Sex may help sell women's sports, but the NCAA championship game wasn't in need of any extra help. The question was not an April Fool's joke.
It would have been a dandy.
"With you and (Connecticut coach) Geno (Auriemma) in there, people are talking about the attractiveness meter being very high, plus you have a couple of good-looking teams. Is sex appeal good for this sport?"
Oklahoma women's basketball coach Sherri Coale couldn't believe her ears, but thought it was pretty funny. Connecticut All-American Sue Bird was speechless at first.
The reporter, not surprisingly of the television medium, was completely serious. Apparently, she had taken it on herself to label Sunday night's NCAA championship matchup between UConn and Oklahoma "the glamour game."
Bird had an intelligent answer, once she recovered from the shock. She relayed that while some people may start watching women's basketball because it's "girls in tank tops," after awhile they'll stick around because they'll see that these women really have some game.

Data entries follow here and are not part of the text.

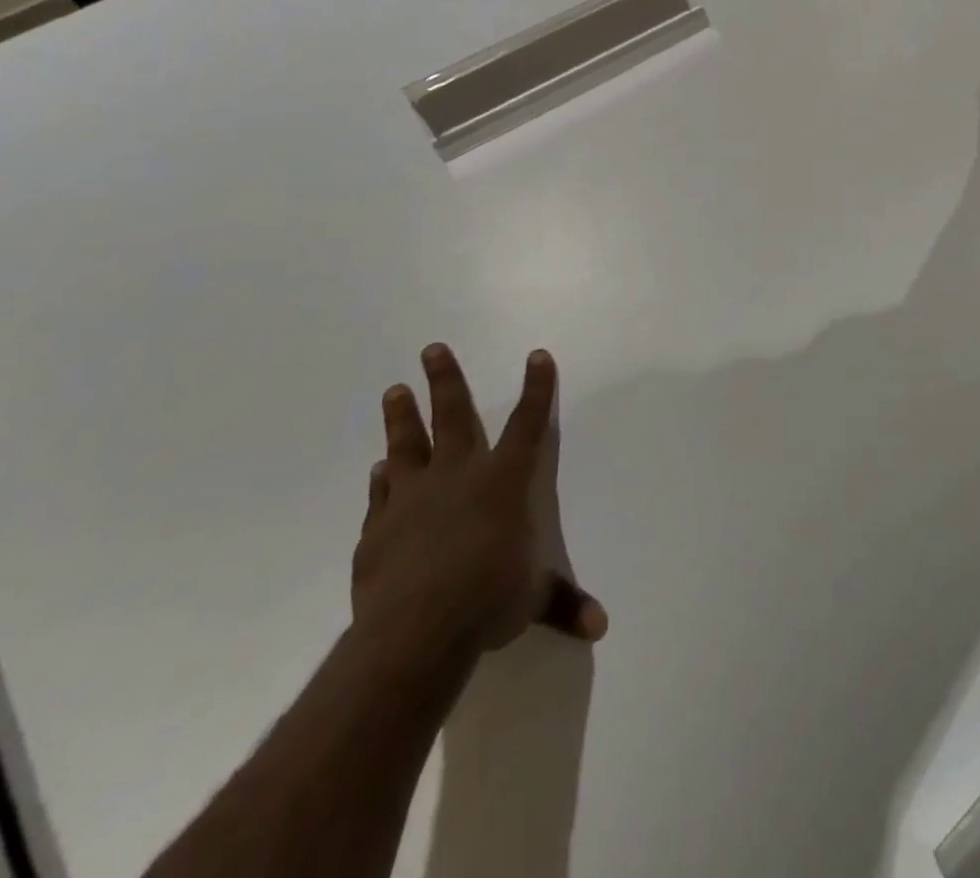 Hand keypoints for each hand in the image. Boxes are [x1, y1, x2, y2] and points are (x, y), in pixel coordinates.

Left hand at [352, 344, 606, 678]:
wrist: (415, 629)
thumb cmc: (488, 600)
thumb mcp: (534, 600)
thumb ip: (564, 603)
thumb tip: (601, 626)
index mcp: (504, 481)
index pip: (528, 424)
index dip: (537, 389)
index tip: (537, 356)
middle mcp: (458, 476)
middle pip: (453, 415)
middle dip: (445, 380)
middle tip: (431, 349)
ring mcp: (413, 497)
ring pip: (407, 444)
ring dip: (402, 417)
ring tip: (395, 390)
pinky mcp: (378, 528)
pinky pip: (381, 494)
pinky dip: (381, 480)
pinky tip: (378, 470)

That's insightful, and shows how Bird can make the best of a somewhat dicey situation. It's clear that Coale doesn't care what people think about what she does or doesn't wear. She presents herself as she believes a woman should.
OK, so not many coaches scratch that, hardly anyone wear stiletto heels to work. Coale's wardrobe on the sidelines has drawn so much attention that it was featured in the fashion section of an Oklahoma newspaper.

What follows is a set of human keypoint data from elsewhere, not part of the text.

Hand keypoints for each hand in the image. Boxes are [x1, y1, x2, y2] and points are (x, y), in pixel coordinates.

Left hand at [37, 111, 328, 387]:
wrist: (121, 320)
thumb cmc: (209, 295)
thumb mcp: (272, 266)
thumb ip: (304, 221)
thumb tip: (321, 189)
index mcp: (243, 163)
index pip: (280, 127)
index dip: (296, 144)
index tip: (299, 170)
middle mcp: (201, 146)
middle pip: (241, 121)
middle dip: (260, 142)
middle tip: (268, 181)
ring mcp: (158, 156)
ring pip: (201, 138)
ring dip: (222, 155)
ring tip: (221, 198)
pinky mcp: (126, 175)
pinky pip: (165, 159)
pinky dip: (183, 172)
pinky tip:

She knows when to be practical. On nights when the Sooners had a net-cutting opportunity during the postseason, Coale wore pants.

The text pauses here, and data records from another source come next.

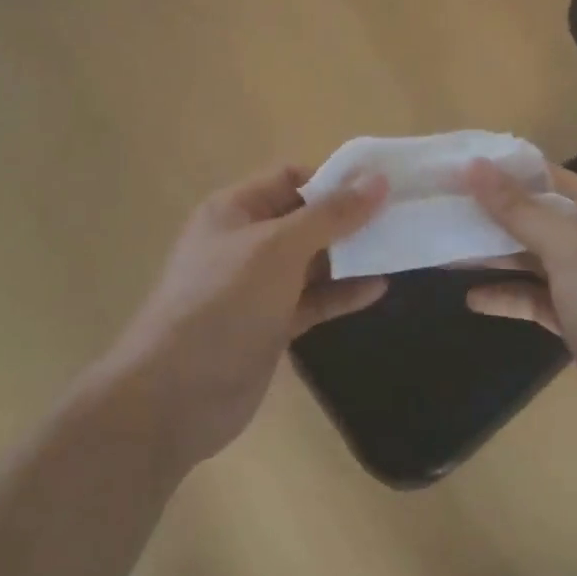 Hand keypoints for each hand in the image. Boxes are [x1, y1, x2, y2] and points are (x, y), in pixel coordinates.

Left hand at [101, 165, 388, 466]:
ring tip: (399, 249)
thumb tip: (377, 180)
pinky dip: (341, 293)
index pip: (291, 177)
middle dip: (349, 218)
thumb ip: (330, 215)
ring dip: (350, 255)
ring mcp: (257, 286)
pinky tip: (377, 289)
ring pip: (312, 261)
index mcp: (236, 210)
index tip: (382, 186)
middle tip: (401, 218)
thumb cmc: (224, 303)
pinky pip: (312, 299)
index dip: (334, 179)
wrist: (175, 397)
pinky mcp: (270, 324)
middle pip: (305, 218)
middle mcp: (246, 241)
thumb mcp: (278, 249)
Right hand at [463, 160, 576, 479]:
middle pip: (538, 219)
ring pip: (534, 260)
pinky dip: (508, 297)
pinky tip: (473, 298)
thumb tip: (474, 165)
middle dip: (493, 216)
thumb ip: (519, 209)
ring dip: (495, 257)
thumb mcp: (569, 247)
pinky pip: (537, 299)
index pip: (549, 179)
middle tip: (441, 210)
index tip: (456, 169)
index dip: (504, 173)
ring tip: (445, 251)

The marketing folks of the women's sports world know when to exploit beauty and athletic talent. A certain tennis player who has never won a tournament is the poster child for that concept. But in this situation the game is selling itself, believe it or not the looks on the court are secondary to skills.
Sure, sex sells.
Will it cause a ratings spike? No one will ever know for sure. If Bird is right, maybe it will and make things that much better for the true fans.
Interest in women's college basketball may be on the rise, but this year's tournament in San Antonio saw a drop in credentialed media. The NCAA issued 592 credentials for last year's Final Four in St. Louis. The San Antonio media contingent numbered 403.